The following pipeline has had about seven builds so far, some of which failed as well. The build duration history looks like this:
As you can see, after build #4 failed, build #5 succeeded, but it took way longer than usual to complete. The issue was somehow resolved in the next two build runs, #6 and #7.
This seems unusual at first. However, when you look at the stepwise build duration history for the build configuration, you find this:
It’s clear that on build #5, the Fetch Secrets step took thirty seconds, which is way off from its usual two-to-five-second runtime. Since fetching secrets usually involves making network requests to a remote secrets manager, this could indicate an issue with your third-party secrets manager or with the network setup.
And you were able to narrow down the cause to the scope of a single step by looking at only two graphs.TeamCity also helps with other build-wide trends, like artifact size, block-level/class-level/line-level/method-level code coverage, time spent in the queue, and more.
You can see the full list of available statistics here. If you want to add a custom statistic for your pipeline, you can use service messages and easily create charts and graphs out of them.
What are the benefits?
So why does this matter for developers and teams working under pressure?
Faster root cause analysis: The most obvious benefit is speed. TeamCity’s structured approach means you spend less time hunting and more time fixing. In high-velocity environments where every minute of downtime delays releases, this faster feedback loop makes a tangible difference.
Understanding build performance: A failed test is one problem, but a slow build can be just as damaging. TeamCity’s step-by-step duration breakdown lets you spot build performance bottlenecks at a glance. Maybe a secrets fetch is dragging, or a test suite’s runtime has doubled. By surfacing this information, TeamCity gives you a starting point for optimization. You don’t just know that a build is slow; you know why it’s slow, and where to focus your efforts.

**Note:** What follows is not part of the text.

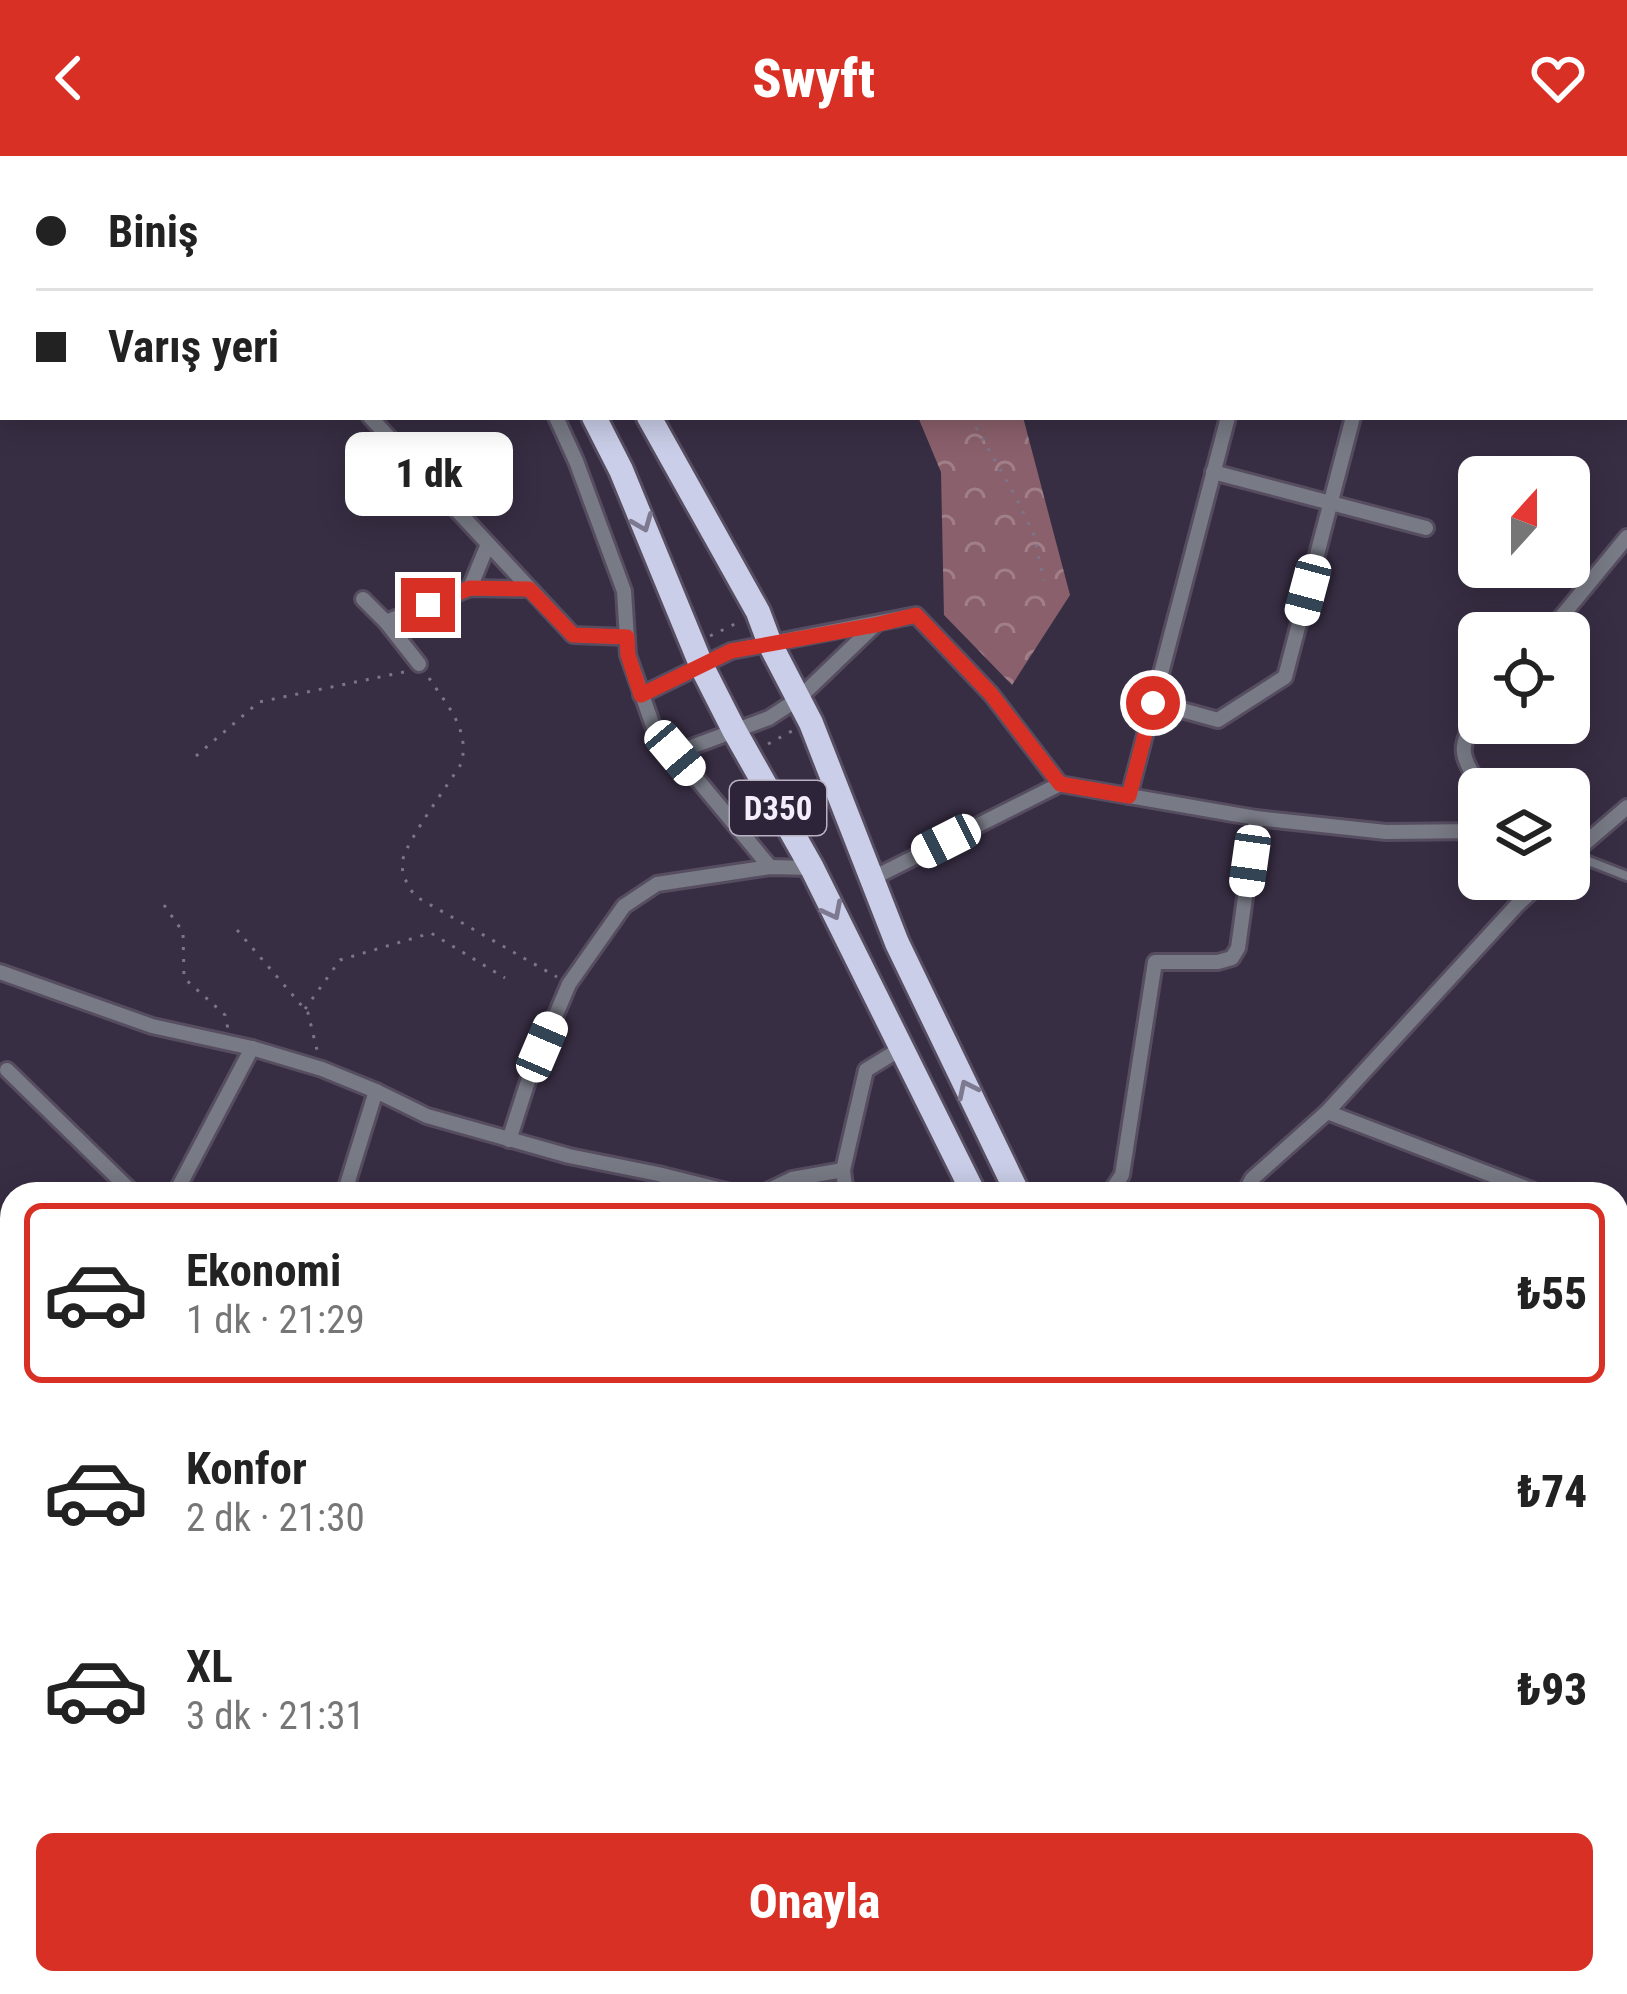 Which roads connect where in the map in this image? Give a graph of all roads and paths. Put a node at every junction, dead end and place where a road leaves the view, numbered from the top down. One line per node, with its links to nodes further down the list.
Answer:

Detecting patterns and preventing repeats: Another benefit is pattern recognition. Builds rarely fail for the first time out of nowhere. Often, you’ll see the same flaky test appear intermittently across runs or the same misconfigured environment variable pop up in different branches. Traditional logs leave you to connect those dots manually, but TeamCity makes those patterns visible through historical comparisons.
Supporting proactive improvement: All these insights shift the developer mindset from reactive to proactive. Maybe you notice a steady increase in build duration, or memory consumption keeps varying without reason. TeamCity gives you the data to intervene before those issues become blockers.
Laying the groundwork for AI-powered insights: TeamCity’s structured data and historical awareness lay the foundation for what’s coming next. For instance, the upcoming AI Build Analyzer will analyze builds from multiple angles to suggest likely root causes and possible fixes. You won’t just read logs anymore but collaborate with an intelligent system to solve problems even faster.
Conclusion
Build logs will always be an important part of CI/CD debugging workflows, but they aren’t enough on their own. Raw text logs leave developers to do the heavy lifting of interpretation, slowing down feedback loops and burying critical issues in noise.
What developers need are insights: structured, visual, and actionable signals that point directly to the next step.
That’s what TeamCity delivers out of the box. From hierarchical logs and visual pipeline overviews to historical trends and pattern detection, TeamCity turns builds into a source of continuous learning rather than just reactive debugging.
The result is faster root-cause analysis, improved build performance, and a smoother path from code commit to deployment. And with innovations like the new AI Build Analyzer, the future of build intelligence looks even brighter.